Lower prices of fish, fruits, vegetables as well as lower electricity rates and the rollback in LPG prices, meanwhile, could offset the upside price pressures, BSP said.

“Going forward, the BSP will continue to monitor developments affecting the outlook for inflation and growth in line with its data-dependent approach to monetary policy decision-making,” BSP said.

Inflation for March was recorded at 3.7 percent, within the government’s full-year target range of between 2 and 4 percent.

Feeling a bit more hawkish than before, the Monetary Board early this month decided to retain the central bank’s key rates for the fourth consecutive time as the country’s inflation path, while it may have shifted slightly higher, remains within the government’s target range.

The Reverse Repurchase (RRP) Rate remains at 6.50 percent.  The interest rates on the overnight deposit and lending facilities also remain at 6.0 percent and 7.0 percent, respectively.

Eli Remolona, BSP Governor, said the risk-adjusted inflation forecast for 2024 has risen to 4.0 percent from 3.9 percent in the previous meeting.  For 2025, the risk-adjusted inflation forecast is unchanged at 3.5 percent.

“The risks to the inflation outlook continue to lean toward the upside. Possible further price pressures are linked mainly to higher transport charges, elevated food prices, higher electricity rates, and global oil prices. Potential minimum wage adjustments could also give rise to second-round effects,” Remolona said.

“My sense is that the upside risks may have become worse so that would make us somewhat more hawkish than before.  So if I would say if we were relatively dovish we might reduce rates in the third quarter and that would be no more than 25 basis points but now we’re feeling a bit more hawkish than before so I would say we’re not gonna by the third quarter.  We may do it down the road. We’re contemplating easing, we’re not contemplating any further tightening,” Remolona added.

“I think the data will have to be really bad for us to consider a further rate hike because we’re already tight at the moment, this tightness we think, is sufficient to bring inflation rates down,” Remolona stressed.

Remolona said the Monetary Board noted that while upside risks to inflation have raised inflation expectations, these expectations have remained broadly anchored.

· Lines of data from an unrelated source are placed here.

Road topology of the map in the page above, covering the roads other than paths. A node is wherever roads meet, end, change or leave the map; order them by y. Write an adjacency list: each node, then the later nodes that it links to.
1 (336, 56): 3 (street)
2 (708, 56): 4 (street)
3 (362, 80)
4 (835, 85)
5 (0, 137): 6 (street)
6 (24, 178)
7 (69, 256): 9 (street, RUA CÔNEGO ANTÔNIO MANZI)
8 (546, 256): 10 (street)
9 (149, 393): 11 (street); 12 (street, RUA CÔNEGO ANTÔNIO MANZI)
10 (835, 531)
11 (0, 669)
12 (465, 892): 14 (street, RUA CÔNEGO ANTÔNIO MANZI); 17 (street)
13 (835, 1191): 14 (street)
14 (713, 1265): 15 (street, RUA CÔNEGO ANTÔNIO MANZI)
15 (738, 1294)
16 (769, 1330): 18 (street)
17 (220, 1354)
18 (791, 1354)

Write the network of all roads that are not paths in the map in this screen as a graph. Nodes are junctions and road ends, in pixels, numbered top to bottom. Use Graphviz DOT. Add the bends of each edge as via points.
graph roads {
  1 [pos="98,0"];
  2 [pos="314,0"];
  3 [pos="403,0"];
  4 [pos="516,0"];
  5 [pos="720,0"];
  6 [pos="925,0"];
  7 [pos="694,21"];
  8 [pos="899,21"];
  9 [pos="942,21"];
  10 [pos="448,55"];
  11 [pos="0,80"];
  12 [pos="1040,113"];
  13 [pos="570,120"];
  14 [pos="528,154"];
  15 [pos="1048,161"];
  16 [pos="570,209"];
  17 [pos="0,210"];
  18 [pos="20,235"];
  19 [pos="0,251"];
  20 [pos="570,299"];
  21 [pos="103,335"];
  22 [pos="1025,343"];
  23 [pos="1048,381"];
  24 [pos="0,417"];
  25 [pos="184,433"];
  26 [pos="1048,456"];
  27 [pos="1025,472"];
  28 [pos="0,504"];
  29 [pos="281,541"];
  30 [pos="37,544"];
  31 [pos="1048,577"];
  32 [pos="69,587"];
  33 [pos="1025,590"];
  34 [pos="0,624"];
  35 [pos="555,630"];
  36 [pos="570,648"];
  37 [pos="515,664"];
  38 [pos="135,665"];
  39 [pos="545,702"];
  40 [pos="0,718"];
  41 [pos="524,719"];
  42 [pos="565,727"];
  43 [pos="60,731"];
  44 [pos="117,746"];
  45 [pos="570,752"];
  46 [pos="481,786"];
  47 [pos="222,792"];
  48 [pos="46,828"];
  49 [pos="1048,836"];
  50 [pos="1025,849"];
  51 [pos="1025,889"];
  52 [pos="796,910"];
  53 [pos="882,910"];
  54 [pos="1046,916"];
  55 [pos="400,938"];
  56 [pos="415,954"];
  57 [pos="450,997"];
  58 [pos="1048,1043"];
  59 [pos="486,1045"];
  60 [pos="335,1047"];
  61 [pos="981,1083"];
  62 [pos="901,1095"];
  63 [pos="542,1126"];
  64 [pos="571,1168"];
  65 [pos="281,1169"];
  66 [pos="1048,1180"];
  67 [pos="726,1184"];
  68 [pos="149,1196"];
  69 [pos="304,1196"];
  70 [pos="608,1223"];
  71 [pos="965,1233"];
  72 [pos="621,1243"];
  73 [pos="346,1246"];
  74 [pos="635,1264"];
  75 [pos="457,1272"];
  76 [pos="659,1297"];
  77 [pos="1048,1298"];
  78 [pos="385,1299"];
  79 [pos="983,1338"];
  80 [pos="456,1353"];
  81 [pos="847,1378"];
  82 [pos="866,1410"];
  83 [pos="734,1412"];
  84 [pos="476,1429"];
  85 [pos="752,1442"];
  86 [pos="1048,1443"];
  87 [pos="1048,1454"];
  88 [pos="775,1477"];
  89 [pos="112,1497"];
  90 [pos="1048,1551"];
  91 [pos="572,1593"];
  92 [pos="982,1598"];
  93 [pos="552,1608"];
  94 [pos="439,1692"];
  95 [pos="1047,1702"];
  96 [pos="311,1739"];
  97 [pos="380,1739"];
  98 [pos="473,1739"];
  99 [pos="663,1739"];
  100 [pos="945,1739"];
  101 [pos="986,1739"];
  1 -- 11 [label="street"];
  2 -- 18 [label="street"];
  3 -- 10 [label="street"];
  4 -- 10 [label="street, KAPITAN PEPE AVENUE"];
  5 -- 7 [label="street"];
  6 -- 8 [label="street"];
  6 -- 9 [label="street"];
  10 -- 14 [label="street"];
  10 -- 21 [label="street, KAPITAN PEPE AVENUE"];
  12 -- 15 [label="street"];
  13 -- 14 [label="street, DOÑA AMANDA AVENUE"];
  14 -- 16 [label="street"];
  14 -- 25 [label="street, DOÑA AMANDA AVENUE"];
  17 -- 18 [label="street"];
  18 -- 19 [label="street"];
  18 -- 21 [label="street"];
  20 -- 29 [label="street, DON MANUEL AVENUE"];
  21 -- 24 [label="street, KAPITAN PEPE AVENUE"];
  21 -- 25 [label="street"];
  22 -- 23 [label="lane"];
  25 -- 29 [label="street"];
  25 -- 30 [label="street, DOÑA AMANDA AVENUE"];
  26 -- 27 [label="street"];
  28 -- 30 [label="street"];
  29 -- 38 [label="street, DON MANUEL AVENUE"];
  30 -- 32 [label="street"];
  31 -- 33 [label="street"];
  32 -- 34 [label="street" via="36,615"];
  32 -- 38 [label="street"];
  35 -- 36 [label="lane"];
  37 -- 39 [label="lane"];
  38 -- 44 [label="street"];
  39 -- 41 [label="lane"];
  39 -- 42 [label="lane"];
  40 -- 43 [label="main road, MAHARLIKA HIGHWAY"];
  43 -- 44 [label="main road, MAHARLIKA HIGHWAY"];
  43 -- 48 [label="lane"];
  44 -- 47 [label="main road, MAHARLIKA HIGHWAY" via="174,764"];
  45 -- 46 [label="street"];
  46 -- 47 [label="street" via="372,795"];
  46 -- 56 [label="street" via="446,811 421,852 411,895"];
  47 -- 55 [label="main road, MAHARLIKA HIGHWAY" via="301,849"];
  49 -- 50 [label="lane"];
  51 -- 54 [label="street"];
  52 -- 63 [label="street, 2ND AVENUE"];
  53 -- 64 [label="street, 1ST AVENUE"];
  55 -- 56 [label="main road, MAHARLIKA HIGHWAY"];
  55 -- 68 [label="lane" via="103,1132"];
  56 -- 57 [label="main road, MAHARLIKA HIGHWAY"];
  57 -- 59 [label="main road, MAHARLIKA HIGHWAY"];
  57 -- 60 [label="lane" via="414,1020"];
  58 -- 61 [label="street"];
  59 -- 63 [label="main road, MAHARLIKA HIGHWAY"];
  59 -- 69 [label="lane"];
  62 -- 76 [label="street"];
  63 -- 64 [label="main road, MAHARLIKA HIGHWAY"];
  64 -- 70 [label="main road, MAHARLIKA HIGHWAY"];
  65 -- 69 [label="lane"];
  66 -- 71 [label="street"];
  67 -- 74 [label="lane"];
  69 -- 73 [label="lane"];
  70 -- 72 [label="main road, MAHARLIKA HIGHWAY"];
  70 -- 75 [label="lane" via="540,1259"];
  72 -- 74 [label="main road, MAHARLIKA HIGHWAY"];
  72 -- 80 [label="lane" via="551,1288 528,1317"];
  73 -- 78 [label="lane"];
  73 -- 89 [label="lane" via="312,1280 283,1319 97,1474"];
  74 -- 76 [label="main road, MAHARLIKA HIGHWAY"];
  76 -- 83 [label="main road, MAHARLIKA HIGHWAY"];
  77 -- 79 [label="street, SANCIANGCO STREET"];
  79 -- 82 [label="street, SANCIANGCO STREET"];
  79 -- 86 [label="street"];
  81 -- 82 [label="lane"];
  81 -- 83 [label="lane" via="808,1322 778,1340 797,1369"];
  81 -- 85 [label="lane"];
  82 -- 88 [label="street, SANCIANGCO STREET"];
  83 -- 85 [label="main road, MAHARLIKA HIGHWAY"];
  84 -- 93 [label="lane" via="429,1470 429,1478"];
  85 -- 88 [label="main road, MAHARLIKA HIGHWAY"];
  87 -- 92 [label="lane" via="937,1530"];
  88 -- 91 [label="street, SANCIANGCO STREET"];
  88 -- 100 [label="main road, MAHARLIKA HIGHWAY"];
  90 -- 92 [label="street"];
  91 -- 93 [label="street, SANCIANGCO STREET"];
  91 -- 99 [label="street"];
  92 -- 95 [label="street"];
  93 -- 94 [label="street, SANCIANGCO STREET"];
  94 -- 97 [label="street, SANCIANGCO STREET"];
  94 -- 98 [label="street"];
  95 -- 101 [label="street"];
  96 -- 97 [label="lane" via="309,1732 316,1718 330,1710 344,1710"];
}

Remolona added the latest demand indicators suggest that domestic growth prospects remain largely intact over the medium term, even as overall activity continues to gradually respond to tighter financial conditions.

“Given these considerations, the Monetary Board deems it appropriate to maintain the BSP’s tight monetary policy settings. The BSP also continues to support the national government’s policies and programs to address supply-side pressures on the prices of key food commodities.  The BSP remains ready to adjust its monetary policy settings as necessary, in keeping with its primary mandate to safeguard price stability,” Remolona said.